But the husband really wanted to do a trilogy hike. I wasn’t so sure if I can do it so I simply kept quiet, not making any promises to him.

Joining us in this hike are some of our closest friends at work – Hazel and Karen Grace. They were both first time hikers. And both extremely excited to experience the joy of mountain hiking.

Mount Parawagan, Lagyo and Susong Dalaga are located in Wawa, Rodriguez, Rizal and is the newly opened trail in the Pamitinan Landscape. These mountains form the Version 2 of  the Trilogy Hike (version 1 being Mount Pamitinan, Haponan Banoi and Binicayan).

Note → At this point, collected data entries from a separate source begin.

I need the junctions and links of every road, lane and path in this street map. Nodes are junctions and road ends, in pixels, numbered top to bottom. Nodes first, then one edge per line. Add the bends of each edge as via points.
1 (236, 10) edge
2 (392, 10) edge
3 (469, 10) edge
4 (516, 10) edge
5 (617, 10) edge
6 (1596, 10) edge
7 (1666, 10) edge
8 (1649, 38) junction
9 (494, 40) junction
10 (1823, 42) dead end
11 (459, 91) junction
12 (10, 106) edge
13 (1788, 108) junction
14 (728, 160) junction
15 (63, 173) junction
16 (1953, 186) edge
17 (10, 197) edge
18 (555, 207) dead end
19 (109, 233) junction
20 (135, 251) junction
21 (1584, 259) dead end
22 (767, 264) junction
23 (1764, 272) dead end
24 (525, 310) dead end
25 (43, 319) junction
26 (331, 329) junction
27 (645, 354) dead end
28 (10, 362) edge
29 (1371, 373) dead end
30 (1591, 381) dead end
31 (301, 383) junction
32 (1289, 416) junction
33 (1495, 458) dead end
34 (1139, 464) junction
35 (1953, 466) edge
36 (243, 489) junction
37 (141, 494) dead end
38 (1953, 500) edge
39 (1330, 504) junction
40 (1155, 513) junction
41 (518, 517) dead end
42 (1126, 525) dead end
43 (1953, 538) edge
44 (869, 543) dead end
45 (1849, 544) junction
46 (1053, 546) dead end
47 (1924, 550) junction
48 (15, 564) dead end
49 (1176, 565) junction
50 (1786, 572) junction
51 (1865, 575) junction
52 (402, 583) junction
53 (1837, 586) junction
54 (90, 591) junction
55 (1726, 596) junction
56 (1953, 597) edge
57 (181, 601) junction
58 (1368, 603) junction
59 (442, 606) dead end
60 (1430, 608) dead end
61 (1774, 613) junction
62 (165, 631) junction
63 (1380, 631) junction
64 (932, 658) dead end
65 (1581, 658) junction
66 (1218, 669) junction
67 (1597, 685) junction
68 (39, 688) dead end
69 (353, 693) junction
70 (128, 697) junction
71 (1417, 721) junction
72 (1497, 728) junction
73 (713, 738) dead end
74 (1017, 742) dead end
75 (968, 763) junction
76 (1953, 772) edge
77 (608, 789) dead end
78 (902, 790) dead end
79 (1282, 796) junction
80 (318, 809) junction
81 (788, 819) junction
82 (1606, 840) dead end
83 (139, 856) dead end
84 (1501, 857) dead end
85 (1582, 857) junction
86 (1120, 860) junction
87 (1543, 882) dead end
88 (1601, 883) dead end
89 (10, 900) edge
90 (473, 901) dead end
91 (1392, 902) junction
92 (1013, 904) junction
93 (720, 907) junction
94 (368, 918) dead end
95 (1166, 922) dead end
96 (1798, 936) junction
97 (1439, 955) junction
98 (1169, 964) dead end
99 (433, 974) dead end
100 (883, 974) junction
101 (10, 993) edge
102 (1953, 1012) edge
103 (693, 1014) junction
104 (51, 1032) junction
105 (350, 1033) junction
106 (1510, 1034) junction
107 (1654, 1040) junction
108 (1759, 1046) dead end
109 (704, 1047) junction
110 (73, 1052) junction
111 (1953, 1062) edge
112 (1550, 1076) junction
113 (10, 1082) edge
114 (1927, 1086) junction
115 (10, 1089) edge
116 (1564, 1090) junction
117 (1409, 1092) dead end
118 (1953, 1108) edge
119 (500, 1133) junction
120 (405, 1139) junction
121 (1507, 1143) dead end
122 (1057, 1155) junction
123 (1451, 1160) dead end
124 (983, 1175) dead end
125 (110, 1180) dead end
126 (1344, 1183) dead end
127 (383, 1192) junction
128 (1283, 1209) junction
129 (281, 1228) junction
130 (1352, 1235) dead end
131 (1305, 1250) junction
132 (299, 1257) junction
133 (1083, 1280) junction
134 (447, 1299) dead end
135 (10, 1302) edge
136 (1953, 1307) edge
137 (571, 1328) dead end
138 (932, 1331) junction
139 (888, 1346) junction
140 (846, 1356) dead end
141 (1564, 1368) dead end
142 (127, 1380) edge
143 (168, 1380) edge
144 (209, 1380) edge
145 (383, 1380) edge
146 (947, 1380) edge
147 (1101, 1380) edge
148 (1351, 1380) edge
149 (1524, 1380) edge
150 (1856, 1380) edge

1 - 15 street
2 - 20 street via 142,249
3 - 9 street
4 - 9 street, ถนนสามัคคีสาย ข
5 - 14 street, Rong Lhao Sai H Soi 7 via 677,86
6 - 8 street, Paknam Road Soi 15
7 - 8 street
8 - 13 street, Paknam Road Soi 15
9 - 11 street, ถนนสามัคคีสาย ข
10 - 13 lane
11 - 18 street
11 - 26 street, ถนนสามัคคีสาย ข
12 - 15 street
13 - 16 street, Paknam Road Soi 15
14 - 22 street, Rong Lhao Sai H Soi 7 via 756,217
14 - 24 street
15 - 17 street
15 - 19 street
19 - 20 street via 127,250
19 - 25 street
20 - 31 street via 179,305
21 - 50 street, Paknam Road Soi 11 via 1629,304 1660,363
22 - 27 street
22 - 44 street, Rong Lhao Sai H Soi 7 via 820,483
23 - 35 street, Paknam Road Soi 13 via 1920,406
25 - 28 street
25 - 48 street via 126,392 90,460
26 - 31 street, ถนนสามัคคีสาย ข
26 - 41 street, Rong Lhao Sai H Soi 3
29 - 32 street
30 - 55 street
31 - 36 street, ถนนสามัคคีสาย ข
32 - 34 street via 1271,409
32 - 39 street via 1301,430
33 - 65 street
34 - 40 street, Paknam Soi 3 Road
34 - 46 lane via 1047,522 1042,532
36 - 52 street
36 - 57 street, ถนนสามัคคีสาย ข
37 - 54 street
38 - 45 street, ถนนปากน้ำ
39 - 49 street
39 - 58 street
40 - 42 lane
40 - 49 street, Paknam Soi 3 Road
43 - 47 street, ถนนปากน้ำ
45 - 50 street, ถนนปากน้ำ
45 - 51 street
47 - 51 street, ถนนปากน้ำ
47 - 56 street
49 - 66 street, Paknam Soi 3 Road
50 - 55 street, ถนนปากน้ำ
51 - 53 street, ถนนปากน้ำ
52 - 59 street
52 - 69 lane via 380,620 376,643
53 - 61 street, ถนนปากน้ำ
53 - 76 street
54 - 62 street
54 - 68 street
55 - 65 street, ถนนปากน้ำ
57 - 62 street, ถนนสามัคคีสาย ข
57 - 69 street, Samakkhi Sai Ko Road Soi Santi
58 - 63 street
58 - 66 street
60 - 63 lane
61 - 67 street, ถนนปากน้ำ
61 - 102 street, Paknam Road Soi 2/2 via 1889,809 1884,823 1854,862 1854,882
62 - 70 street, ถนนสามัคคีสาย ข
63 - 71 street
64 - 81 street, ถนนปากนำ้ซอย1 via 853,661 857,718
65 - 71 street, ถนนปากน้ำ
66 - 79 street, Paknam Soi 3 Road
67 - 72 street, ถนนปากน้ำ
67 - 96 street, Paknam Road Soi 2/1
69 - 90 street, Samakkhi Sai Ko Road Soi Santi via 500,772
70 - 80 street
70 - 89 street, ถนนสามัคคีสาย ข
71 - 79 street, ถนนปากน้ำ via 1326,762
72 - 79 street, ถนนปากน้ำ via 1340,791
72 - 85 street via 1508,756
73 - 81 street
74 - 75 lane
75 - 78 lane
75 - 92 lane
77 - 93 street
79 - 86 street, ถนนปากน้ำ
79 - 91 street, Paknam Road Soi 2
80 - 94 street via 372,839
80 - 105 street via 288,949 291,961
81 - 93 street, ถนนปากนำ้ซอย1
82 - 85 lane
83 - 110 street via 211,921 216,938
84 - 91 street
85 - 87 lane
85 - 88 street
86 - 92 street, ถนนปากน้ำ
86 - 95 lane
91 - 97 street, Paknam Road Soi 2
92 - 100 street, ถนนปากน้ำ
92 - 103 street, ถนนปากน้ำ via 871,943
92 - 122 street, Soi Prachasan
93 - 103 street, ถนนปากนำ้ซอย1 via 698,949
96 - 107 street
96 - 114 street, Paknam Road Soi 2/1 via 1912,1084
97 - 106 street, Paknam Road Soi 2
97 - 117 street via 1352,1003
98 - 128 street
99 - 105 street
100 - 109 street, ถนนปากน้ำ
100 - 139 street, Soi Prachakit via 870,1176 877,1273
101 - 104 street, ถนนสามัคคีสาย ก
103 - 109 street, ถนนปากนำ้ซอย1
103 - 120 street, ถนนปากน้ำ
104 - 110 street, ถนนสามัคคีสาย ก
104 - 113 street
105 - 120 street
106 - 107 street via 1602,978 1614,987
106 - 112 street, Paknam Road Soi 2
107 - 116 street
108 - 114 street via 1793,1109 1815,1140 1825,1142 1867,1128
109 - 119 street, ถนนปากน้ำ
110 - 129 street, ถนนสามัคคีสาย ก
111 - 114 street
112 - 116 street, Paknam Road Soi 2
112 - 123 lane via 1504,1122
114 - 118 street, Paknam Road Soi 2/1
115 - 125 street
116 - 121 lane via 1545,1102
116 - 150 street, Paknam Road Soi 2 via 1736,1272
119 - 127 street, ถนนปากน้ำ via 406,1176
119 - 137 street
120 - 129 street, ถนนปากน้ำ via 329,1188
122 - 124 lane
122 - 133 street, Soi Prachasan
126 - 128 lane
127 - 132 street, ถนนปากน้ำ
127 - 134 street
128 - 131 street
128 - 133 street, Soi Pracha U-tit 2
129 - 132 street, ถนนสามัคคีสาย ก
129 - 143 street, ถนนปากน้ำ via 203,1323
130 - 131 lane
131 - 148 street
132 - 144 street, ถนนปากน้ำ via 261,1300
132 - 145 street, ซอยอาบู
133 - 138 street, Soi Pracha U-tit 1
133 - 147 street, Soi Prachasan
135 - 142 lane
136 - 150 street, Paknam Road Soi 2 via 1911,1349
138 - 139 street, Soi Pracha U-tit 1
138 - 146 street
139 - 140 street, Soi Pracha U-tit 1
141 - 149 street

Upon arrival in Wawa, we registered at the DENR Office and paid necessary fees. We registered for twin hike, targeting to finish Mount Parawagan and Lagyo.

Parking Fee – Php 30.00

Environmental Fee – Php 50.00/person

After registration, we proceeded to the Barangay Hall to sign at the monitoring form and meet our guide. We chose our guide from the previous hike, Kuya Noriel. I already texted him few days before the hike to make sure that he’s available. Getting a tour guide is mandatory, and I totally agree that you should get one. First, for safety reasons. Second and most important, for totally amazing photographs!

Before the start of the trek, we offered a short prayer then started the almost thirty minutes walk on a cemented road that would lead us to the Junction between Mount Parawagan and Mount Lagyo.

Upon arrival at the Junction, Jay asked Kuya Noriel if it’s possible that we can do a trilogy hike. Kuya Noriel responded that we could, given that Parawagan is a relatively easy climb and Susong Dalaga and Lagyo are just adjacent.

From the Junction, the upward trek to the summit of Mount Parawagan started. We were unable to take any photo, as we were enjoying the talks and chit chat while trekking up. Plus the beauty of the moon while dawn is breaking is way too beautiful that our cameras cannot bring justice to it.

An hour and a half later, we reached the summit of Parawagan and it was simply stunning. The sky was transitioning from darkness to the first light of dawn and the moon was still way up high.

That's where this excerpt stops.